RECORDS FOR THE TASK Block Start

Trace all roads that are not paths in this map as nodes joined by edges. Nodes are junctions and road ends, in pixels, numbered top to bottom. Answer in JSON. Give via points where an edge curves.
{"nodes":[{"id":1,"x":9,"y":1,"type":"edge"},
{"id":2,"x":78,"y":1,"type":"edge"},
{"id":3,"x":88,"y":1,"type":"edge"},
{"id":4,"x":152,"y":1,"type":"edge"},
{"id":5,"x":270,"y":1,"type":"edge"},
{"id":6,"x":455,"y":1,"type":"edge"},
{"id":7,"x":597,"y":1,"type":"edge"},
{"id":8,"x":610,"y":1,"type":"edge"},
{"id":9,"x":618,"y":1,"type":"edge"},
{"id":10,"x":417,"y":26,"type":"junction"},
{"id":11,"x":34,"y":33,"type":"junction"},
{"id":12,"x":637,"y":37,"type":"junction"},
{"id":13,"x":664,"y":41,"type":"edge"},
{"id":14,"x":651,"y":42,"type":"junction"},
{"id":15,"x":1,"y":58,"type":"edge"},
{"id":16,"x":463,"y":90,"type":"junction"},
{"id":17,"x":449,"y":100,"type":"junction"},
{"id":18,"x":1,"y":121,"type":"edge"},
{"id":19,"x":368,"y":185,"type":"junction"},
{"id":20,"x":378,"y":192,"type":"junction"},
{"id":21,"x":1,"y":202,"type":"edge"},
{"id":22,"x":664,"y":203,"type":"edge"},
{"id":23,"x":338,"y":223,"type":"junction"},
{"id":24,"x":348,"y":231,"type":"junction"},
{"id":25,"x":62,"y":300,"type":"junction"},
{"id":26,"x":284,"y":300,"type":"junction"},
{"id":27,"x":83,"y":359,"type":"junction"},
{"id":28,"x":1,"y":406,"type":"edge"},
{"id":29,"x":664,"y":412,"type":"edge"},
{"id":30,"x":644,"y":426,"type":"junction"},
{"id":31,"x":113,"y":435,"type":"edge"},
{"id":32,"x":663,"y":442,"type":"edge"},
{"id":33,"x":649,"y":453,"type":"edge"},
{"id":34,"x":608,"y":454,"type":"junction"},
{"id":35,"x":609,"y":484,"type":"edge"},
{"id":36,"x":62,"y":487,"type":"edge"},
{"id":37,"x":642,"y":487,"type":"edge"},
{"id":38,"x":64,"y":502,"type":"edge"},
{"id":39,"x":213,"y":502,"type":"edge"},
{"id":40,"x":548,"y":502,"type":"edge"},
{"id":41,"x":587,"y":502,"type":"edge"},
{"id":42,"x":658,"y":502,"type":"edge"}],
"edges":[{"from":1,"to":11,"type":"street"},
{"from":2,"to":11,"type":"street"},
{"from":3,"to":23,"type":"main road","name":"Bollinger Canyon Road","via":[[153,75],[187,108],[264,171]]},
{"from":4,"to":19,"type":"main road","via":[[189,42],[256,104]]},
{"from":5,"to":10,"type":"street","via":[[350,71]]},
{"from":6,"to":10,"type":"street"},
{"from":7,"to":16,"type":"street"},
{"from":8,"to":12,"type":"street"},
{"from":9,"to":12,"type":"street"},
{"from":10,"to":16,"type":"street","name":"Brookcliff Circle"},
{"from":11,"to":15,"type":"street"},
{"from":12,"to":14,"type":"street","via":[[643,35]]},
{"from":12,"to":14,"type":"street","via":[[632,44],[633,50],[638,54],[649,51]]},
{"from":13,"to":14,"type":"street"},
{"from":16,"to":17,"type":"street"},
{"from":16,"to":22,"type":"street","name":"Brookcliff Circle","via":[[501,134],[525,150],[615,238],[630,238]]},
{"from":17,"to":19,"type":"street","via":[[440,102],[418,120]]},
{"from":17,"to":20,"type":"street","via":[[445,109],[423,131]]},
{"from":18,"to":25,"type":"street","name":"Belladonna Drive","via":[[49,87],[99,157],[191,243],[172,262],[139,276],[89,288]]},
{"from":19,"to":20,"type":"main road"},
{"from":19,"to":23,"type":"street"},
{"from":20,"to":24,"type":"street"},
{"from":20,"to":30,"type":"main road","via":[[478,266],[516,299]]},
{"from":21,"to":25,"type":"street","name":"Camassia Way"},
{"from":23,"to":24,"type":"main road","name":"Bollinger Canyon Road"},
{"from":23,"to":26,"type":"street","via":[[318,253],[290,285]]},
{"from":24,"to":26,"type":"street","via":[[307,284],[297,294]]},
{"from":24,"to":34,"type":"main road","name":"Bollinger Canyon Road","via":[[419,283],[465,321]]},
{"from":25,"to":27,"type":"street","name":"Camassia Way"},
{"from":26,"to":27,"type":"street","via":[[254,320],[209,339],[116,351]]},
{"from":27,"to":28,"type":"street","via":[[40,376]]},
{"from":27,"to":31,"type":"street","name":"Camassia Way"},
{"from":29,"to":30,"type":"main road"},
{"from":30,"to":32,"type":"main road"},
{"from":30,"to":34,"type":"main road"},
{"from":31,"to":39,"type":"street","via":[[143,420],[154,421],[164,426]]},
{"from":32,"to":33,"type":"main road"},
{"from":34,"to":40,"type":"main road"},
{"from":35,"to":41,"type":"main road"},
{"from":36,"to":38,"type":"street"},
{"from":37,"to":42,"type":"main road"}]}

RECORDS FOR THE TASK Block End

▶ [ACTIVITY]:
Each entry is to be written out exactly as it was given.

▶ [WRITTEN RESPONSE]:
Trace all roads that are not paths in this map as nodes joined by edges. Nodes are junctions and road ends, in pixels, numbered top to bottom. Answer in JSON. Give via points where an edge curves.
{"nodes":[{"id":1,"x":9,"y":1,"type":"edge"},
{"id":2,"x":78,"y":1,"type":"edge"},
{"id":3,"x":88,"y":1,"type":"edge"},
{"id":4,"x":152,"y":1,"type":"edge"},
{"id":5,"x":270,"y":1,"type":"edge"},
{"id":6,"x":455,"y":1,"type":"edge"},
{"id":7,"x":597,"y":1,"type":"edge"},
{"id":8,"x":610,"y":1,"type":"edge"},
{"id":9,"x":618,"y":1,"type":"edge"},
{"id":10,"x":417,"y":26,"type":"junction"},
{"id":11,"x":34,"y":33,"type":"junction"},
{"id":12,"x":637,"y":37,"type":"junction"},
{"id":13,"x":664,"y":41,"type":"edge"},
{"id":14,"x":651,"y":42,"type":"junction"},
{"id":15,"x":1,"y":58,"type":"edge"},
{"id":16,"x":463,"y":90,"type":"junction"},
{"id":17,"x":449,"y":100,"type":"junction"},
{"id":18,"x":1,"y":121,"type":"edge"},
{"id":19,"x":368,"y":185,"type":"junction"},
{"id":20,"x":378,"y":192,"type":"junction"},
{"id":21,"x":1,"y":202,"type":"edge"},
{"id":22,"x":664,"y":203,"type":"edge"},
{"id":23,"x":338,"y":223,"type":"junction"},
{"id":24,"x":348,"y":231,"type":"junction"},
{"id":25,"x":62,"y":300,"type":"junction"},
{"id":26,"x":284,"y":300,"type":"junction"},
{"id":27,"x":83,"y":359,"type":"junction"},
{"id":28,"x":1,"y":406,"type":"edge"},
{"id":29,"x":664,"y":412,"type":"edge"},
{"id":30,"x":644,"y":426,"type":"junction"},
{"id":31,"x":113,"y":435,"type":"edge"},
{"id":32,"x":663,"y":442,"type":"edge"},
{"id":33,"x":649,"y":453,"type":"edge"},
{"id":34,"x":608,"y":454,"type":"junction"},
{"id":35,"x":609,"y":484,"type":"edge"},
{"id":36,"x":62,"y":487,"type":"edge"},
{"id":37,"x":642,"y":487,"type":"edge"},
{"id":38,"x":64,"y":502,"type":"edge"},
{"id":39,"x":213,"y":502,"type":"edge"},
{"id":40,"x":548,"y":502,"type":"edge"},
{"id":41,"x":587,"y":502,"type":"edge"},
{"id":42,"x":658,"y":502,"type":"edge"}],
"edges":[{"from":1,"to":11,"type":"street"},
{"from":2,"to":11,"type":"street"},
{"from":3,"to":23,"type":"main road","name":"Bollinger Canyon Road","via":[[153,75],[187,108],[264,171]]},
{"from":4,"to":19,"type":"main road","via":[[189,42],[256,104]]},
{"from":5,"to":10,"type":"street","via":[[350,71]]},
{"from":6,"to":10,"type":"street"},
{"from":7,"to":16,"type":"street"},
{"from":8,"to":12,"type":"street"},
{"from":9,"to":12,"type":"street"},
{"from":10,"to":16,"type":"street","name":"Brookcliff Circle"},
{"from":11,"to":15,"type":"street"},
{"from":12,"to":14,"type":"street","via":[[643,35]]},
{"from":12,"to":14,"type":"street","via":[[632,44],[633,50],[638,54],[649,51]]},
{"from":13,"to":14,"type":"street"},
{"from":16,"to":17,"type":"street"},
{"from":16,"to":22,"type":"street","name":"Brookcliff Circle","via":[[501,134],[525,150],[615,238],[630,238]]},
{"from":17,"to":19,"type":"street","via":[[440,102],[418,120]]},
{"from":17,"to":20,"type":"street","via":[[445,109],[423,131]]},
{"from":18,"to":25,"type":"street","name":"Belladonna Drive","via":[[49,87],[99,157],[191,243],[172,262],[139,276],[89,288]]},
{"from":19,"to":20,"type":"main road"},
{"from":19,"to":23,"type":"street"},
{"from":20,"to":24,"type":"street"},
{"from":20,"to":30,"type":"main road","via":[[478,266],[516,299]]},
{"from":21,"to":25,"type":"street","name":"Camassia Way"},
{"from":23,"to":24,"type":"main road","name":"Bollinger Canyon Road"},
{"from":23,"to":26,"type":"street","via":[[318,253],[290,285]]},
{"from":24,"to":26,"type":"street","via":[[307,284],[297,294]]},
{"from":24,"to":34,"type":"main road","name":"Bollinger Canyon Road","via":[[419,283],[465,321]]},
{"from":25,"to":27,"type":"street","name":"Camassia Way"},
{"from":26,"to":27,"type":"street","via":[[254,320],[209,339],[116,351]]},
{"from":27,"to":28,"type":"street","via":[[40,376]]},
{"from":27,"to":31,"type":"street","name":"Camassia Way"},
{"from":29,"to":30,"type":"main road"},
{"from":30,"to":32,"type":"main road"},
{"from":30,"to":34,"type":"main road"},
{"from":31,"to":39,"type":"street","via":[[143,420],[154,421],[164,426]]},
{"from":32,"to":33,"type":"main road"},
{"from":34,"to":40,"type":"main road"},
{"from":35,"to":41,"type":"main road"},
{"from":36,"to":38,"type":"street"},
{"from":37,"to":42,"type":"main road"}]}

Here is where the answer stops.